At this point, the leg was elevated, exsanguinated, and the tourniquet was inflated to 350 mm Hg. The proximal soft tissue mass which the patient had complained of preoperatively on the proximal and medial aspect of the knee was approximately 3.5 inches to the patient's prior incision. This was measuring approximately 1.5 cm by 1 cm and was mobile in a subcutaneous area. It did not appear to be an intraarticular lesion. A skin incision was made in that area. Skin and subcutaneous tissue were retracted. The soft tissue mass was identified, and with a gentle dissection, was separated from the surrounding tissue, and was removed in one piece. This was sent for pathological examination. The subcutaneous tissue then was closed with a Vicryl suture, and the skin was closed with staples.

Once this was accomplished, the arthroscope was introduced into the joint. Inspection of the joint revealed some articular cartilage changes consistent with early degeneration in the trochlear area. There was a small medial osteophyte forming in the medial femoral condyle. No loose body was identified. As we entered the medial compartment, there was evidence of prior partial medial menisectomy. However, the articular cartilage of the femur was not showing any significant damage. A very early fibrillation on the tibia was noted.

The anterior cruciate ligament was almost completely disrupted, only about 10% of the fibers were present. There was regrowth of a very tight and stenotic notch. As we entered the lateral compartment, there was articular cartilage damage in the distal femur where there appeared to be a chondral fracture associated with possibly some chronic wear in the distal femur. At this point, the knee joint was irrigated, and a chondroplasty of the distal femur was carried out. A partial synovectmoy was performed in the joint.

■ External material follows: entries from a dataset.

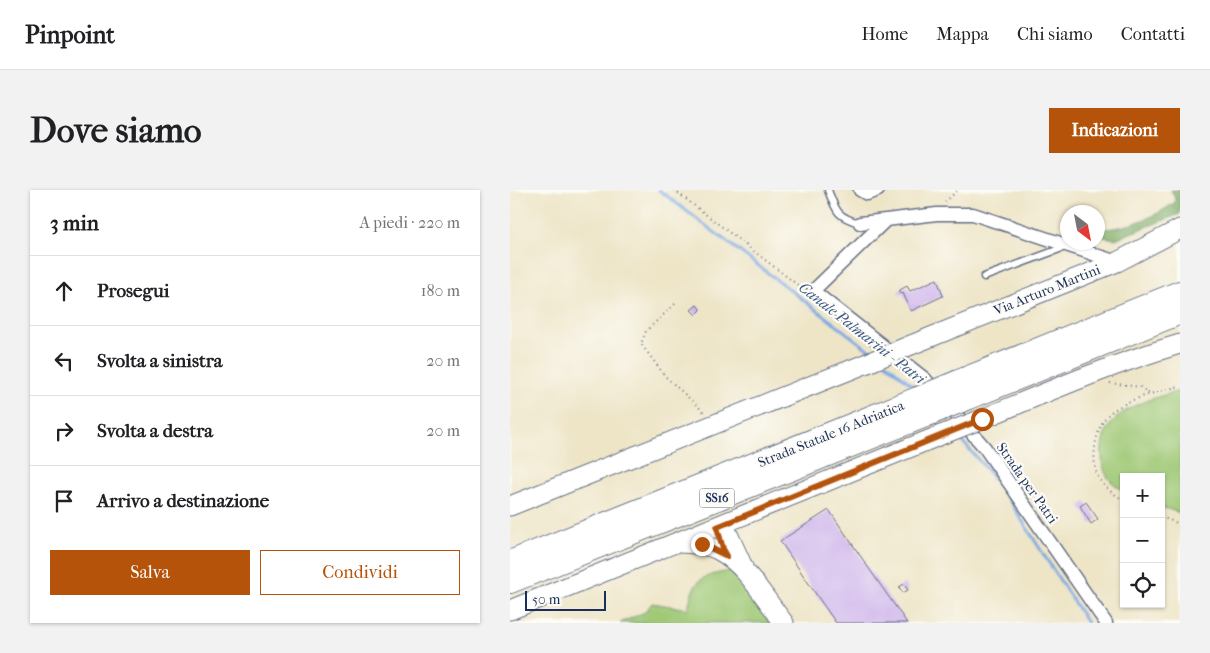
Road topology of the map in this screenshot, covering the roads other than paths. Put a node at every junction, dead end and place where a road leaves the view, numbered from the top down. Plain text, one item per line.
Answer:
1 (828, 190) edge
2 (860, 190) edge
3 (878, 190) edge
4 (886, 220) junction
5 (860, 223) joint
6 (1180, 229) edge
7 (1060, 243) edge
8 (1060, 249) edge
9 (1081, 250) edge
10 (1117, 262) junction
11 (984, 277) dead end
12 (1180, 293) edge
13 (1180, 312) edge
14 (1180, 344) edge
15 (964, 390) junction
16 (921, 407) junction
17 (510, 506) edge
18 (751, 513) junction
19 (717, 527) junction
20 (679, 542) junction
21 (732, 555) junction
22 (510, 563) edge
23 (510, 581) edge
24 (510, 610) edge
25 (784, 623) edge
26 (1106, 623) edge

1 - 5 lane
2 - 3 street
4 - 5 street
4 - 7 street
4 - 26 street, Strada per Patri
6 - 10 street, Via Arturo Martini
8 - 11 lane
9 - 10 street
10 - 17 street, Via Arturo Martini, bridge
12 - 15 highway, Strada Statale 16 Adriatica / SS16
13 - 15 highway, Strada Statale 16 Adriatica / SS16
14 - 18 street, bridge
15 - 16 highway, Strada Statale 16 Adriatica / SS16, bridge
16 - 22 highway, Strada Statale 16 Adriatica / SS16
16 - 23 highway, Strada Statale 16 Adriatica / SS16
18 - 19 street
18 - 21 street
19 - 20 street
19 - 21 street
20 - 21 street
20 - 24 street
21 - 25 street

Once this was accomplished, then a skin incision was made in the anterior aspect of the tibia, utilizing the patient's prior incision, extending distally about 1.5 cm. Skin and subcutaneous tissue were retracted. The end of the previously placed interferon screw was identified and that screw was removed. The soft tissue over that was closed with Vicryl suture.

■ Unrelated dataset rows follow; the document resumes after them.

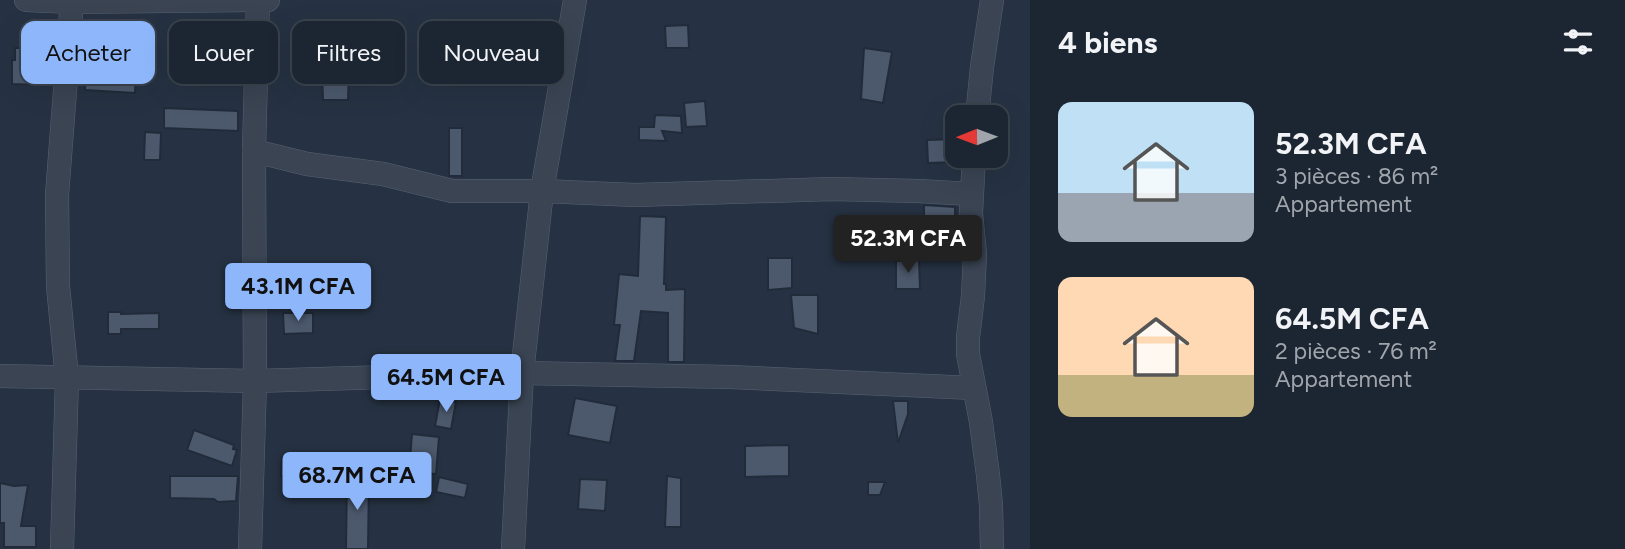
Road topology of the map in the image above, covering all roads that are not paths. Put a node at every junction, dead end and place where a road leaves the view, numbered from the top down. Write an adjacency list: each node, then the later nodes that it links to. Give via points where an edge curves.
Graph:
1 (26, 0): 5 (street)
2 (262, 0): 5 (street); 7 (street)
3 (575, 0): 9 (street)
4 (992, 0): 6 (street)
5 (72, 1): 13 (street, via 57,195)
6 (978, 105)
7 (254, 151): 9 (street, via 452,191); 14 (street)
8 (973, 168): 10 (street)
9 (542, 191): 10 (street, via 635,195 832,189); 11 (street)
10 (971, 194): 15 (street, via 975,254 968,354)
11 (522, 373): 14 (street); 15 (street); 18 (street)
12 (0, 376): 13 (street)
13 (66, 378): 14 (street); 16 (street)
14 (255, 381): 17 (street)
15 (973, 388): 19 (street, via 988,474)
16 (62, 549)
17 (250, 549)
18 (513, 549)
19 (992, 549)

The anterior cruciate ligament guidepin was assembled, and the anterior guidepin was introduced into the proximal tibia. This was over-drilled with a 10 mm cylinder solid drill. Excess tissue was removed both outside and inside the joint. This was followed by placment of a femoral aimer, and after a notchplasty was completed, a point was selected in the distal femur. The pin was introduced, and this pin was over-drilled by a 9 mm cannulated and calibrated reamer at the depth of 25 mm. All instrumentation then was removed.

The knee was copiously irrigated, and the graft which was prepared on a separate table by the first assistant was brought in to the main table, and was passed in a retrograde fashion into the joint. The proximal portion of the graft was press-fitted into the distal femur, and the knee was brought to full extension. Distal tensioning was applied. The distal portion was fixed to the tibia with 15 x 7 interferon screw. Approximatley 10 mm of the bone plug was protruding which was excised, and this left approximately 25 mm of bone in the proximal tibia. The area was copiously irrigated.

The knee joint was irrigated, and the stability of the knee was checked. Probing of the anterior cruciate ligament also indicated good tension in the intraarticular portion without any impingement. The subcutaneous tissue was then closed with Vicryl suture, skin with staples, and compression dressing was applied with a TED stocking and a Polar Care cryotherapy unit. The patient tolerated the procedure well and left the operating room in satisfactory and stable condition.